PCR: Acrónimo del inglés Polymerase Chain Reaction, traducido como reacción en cadena de la polimerasa. Técnica de biología molecular que se usa para obtener un gran número de copias de un fragmento de DNA determinado, partiendo de un mínimo. Esta técnica sirve para amplificar un fragmento de DNA de manera que resulta mucho más fácil identificar con una probabilidad muy alta, microorganismos causantes de enfermedades, identificar personas o cadáveres o hacer investigación científica con DNA. En general, consiste en una serie de 20 a 35 ciclos. Estos ciclos constan de cambios repetidos de temperatura y cada ciclo consiste en 2-3 pasos a diferentes temperaturas, generalmente 3. Añadido a los cambios de temperatura, se encuentra una enzima llamada DNA polimerasa, la función de la cual es sintetizar DNA, y nucleótidos para poder llevar a cabo la función de la polimerasa. Este proceso de ciclos repetidos tiene lugar en una máquina llamada termociclador.

Polimorfismo: Es una variación en la secuencia de nucleótidos del DNA entre los individuos de una población. Para considerar estas variantes como polimorfismos, el alelo menos frecuente debe estar presente en al menos 1% de una misma población. Por el contrario, si estas variaciones se encuentran en una frecuencia por debajo del 1% se consideran mutaciones.

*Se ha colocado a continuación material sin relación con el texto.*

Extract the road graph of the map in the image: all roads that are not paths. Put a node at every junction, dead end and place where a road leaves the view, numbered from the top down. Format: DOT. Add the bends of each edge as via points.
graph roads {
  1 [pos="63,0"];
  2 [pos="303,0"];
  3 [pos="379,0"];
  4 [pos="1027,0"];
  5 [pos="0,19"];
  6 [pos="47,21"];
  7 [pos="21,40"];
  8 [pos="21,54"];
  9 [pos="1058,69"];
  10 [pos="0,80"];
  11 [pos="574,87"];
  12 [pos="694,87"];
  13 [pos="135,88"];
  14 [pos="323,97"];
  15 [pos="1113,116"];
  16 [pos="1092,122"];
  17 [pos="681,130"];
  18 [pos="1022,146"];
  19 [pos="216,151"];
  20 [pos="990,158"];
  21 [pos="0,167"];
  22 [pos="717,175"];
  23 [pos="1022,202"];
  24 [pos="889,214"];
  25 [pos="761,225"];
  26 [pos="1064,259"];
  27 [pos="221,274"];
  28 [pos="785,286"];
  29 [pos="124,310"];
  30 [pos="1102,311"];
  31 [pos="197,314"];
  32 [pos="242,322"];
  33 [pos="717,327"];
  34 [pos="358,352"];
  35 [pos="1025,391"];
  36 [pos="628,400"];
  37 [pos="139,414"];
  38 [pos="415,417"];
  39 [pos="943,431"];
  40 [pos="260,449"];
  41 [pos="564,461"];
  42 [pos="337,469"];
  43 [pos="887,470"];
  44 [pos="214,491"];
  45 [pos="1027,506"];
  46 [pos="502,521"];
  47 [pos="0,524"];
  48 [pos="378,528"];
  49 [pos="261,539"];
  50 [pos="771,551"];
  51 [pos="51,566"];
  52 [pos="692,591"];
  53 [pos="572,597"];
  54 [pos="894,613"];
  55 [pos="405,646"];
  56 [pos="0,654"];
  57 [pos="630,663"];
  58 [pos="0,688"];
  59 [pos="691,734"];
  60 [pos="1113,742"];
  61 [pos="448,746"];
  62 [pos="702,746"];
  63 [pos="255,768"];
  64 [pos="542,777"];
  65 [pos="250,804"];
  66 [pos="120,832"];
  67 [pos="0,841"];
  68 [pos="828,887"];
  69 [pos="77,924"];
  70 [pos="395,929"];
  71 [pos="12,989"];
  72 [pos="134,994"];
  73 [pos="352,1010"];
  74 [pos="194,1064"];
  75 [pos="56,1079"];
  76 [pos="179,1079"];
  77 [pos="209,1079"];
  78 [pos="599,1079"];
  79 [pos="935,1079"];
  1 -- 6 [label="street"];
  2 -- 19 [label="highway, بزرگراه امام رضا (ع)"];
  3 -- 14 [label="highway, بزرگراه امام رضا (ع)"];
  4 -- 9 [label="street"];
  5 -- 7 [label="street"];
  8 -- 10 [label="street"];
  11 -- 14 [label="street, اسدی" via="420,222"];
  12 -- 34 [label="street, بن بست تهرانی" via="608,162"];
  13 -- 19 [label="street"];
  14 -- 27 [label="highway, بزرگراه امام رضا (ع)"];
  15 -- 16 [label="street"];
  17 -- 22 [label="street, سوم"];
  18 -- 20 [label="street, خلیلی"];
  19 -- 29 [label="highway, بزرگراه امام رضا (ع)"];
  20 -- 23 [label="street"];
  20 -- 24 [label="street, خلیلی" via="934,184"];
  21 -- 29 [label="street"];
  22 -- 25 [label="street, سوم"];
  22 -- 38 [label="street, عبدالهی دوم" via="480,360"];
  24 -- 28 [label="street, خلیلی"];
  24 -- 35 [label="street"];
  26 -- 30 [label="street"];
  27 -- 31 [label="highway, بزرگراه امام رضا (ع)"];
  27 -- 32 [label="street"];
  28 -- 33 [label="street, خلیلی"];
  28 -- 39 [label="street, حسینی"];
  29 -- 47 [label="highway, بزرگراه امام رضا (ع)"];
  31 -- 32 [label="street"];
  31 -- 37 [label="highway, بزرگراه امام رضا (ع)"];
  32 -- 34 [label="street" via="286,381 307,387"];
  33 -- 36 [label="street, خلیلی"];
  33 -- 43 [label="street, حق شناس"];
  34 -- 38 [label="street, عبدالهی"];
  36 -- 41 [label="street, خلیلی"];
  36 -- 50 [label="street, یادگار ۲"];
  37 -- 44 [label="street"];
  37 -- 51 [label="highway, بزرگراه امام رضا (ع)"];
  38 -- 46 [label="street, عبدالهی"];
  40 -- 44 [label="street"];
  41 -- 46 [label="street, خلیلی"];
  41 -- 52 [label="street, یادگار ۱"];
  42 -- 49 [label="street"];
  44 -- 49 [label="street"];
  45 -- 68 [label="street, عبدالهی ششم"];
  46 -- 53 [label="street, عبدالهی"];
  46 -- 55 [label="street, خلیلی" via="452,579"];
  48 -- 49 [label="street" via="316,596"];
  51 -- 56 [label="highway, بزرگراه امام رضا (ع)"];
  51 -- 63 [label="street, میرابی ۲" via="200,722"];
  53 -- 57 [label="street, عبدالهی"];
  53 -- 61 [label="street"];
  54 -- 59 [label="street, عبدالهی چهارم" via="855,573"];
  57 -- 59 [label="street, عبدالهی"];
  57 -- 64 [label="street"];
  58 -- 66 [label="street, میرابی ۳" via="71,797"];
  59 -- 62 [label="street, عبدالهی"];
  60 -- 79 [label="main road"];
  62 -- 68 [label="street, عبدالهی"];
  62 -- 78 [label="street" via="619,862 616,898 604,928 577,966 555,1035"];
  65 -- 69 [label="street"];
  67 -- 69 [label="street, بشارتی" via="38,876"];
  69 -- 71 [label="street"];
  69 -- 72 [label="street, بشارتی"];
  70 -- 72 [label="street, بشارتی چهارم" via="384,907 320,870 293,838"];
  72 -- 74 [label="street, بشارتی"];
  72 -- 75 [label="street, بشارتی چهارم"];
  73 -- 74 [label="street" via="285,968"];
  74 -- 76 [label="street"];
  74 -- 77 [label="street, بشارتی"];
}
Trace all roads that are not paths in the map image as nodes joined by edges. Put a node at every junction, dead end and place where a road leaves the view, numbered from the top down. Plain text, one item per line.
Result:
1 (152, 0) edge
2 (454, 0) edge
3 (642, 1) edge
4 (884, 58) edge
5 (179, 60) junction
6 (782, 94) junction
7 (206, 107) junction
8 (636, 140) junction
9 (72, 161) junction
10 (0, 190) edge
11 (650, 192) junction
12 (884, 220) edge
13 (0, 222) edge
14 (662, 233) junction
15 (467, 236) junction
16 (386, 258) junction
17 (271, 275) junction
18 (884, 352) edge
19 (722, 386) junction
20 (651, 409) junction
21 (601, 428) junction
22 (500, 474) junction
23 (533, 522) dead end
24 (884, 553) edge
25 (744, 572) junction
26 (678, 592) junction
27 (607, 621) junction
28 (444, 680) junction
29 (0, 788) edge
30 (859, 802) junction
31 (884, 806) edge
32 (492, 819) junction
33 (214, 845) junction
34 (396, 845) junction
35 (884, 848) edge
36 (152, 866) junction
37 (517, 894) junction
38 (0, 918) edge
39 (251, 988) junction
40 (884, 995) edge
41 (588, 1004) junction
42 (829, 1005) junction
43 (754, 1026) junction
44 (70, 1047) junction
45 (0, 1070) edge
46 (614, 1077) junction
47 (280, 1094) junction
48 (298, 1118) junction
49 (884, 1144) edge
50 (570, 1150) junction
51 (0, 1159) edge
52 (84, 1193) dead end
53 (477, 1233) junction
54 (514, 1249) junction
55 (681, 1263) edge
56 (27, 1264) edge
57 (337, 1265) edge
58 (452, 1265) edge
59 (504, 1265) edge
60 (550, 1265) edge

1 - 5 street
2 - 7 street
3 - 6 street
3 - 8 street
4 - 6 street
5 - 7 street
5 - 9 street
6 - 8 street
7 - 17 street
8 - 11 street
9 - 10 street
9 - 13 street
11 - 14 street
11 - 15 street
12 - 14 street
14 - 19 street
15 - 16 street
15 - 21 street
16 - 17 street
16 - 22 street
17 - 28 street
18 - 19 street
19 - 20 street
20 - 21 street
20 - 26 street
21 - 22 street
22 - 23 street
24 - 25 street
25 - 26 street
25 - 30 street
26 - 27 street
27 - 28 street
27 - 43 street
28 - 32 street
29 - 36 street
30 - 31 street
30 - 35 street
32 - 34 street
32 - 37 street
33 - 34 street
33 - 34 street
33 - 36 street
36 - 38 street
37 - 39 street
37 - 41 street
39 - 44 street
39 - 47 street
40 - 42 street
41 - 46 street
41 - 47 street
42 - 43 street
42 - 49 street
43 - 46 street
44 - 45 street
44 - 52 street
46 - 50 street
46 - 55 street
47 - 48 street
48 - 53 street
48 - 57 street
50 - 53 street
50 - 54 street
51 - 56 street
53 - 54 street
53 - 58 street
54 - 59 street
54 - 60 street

Primer: Primer es la palabra anglosajona para decir “cebador”, en el mundo científico se usa más frecuentemente el anglicismo. Un cebador o primer es una hebra de ácido nucleico que sirve como punto de partida para la síntesis de DNA. Los enzimas que fabrican DNA (DNA polimerasa) necesitan el cebador porque sólo saben sintetizar DNA a partir de una cadena de DNA existente.

Sonda: es una secuencia de ADN de cadena simple la cual ha sido marcada con alguna substancia radioactiva o una enzima para que, posteriormente, pueda ser detectada. Cuando esta sonda se empareja con su “diana”, el observador puede detectar esta unión y así saber dónde se encuentra la secuencia diana, puesto que la sonda es detectable.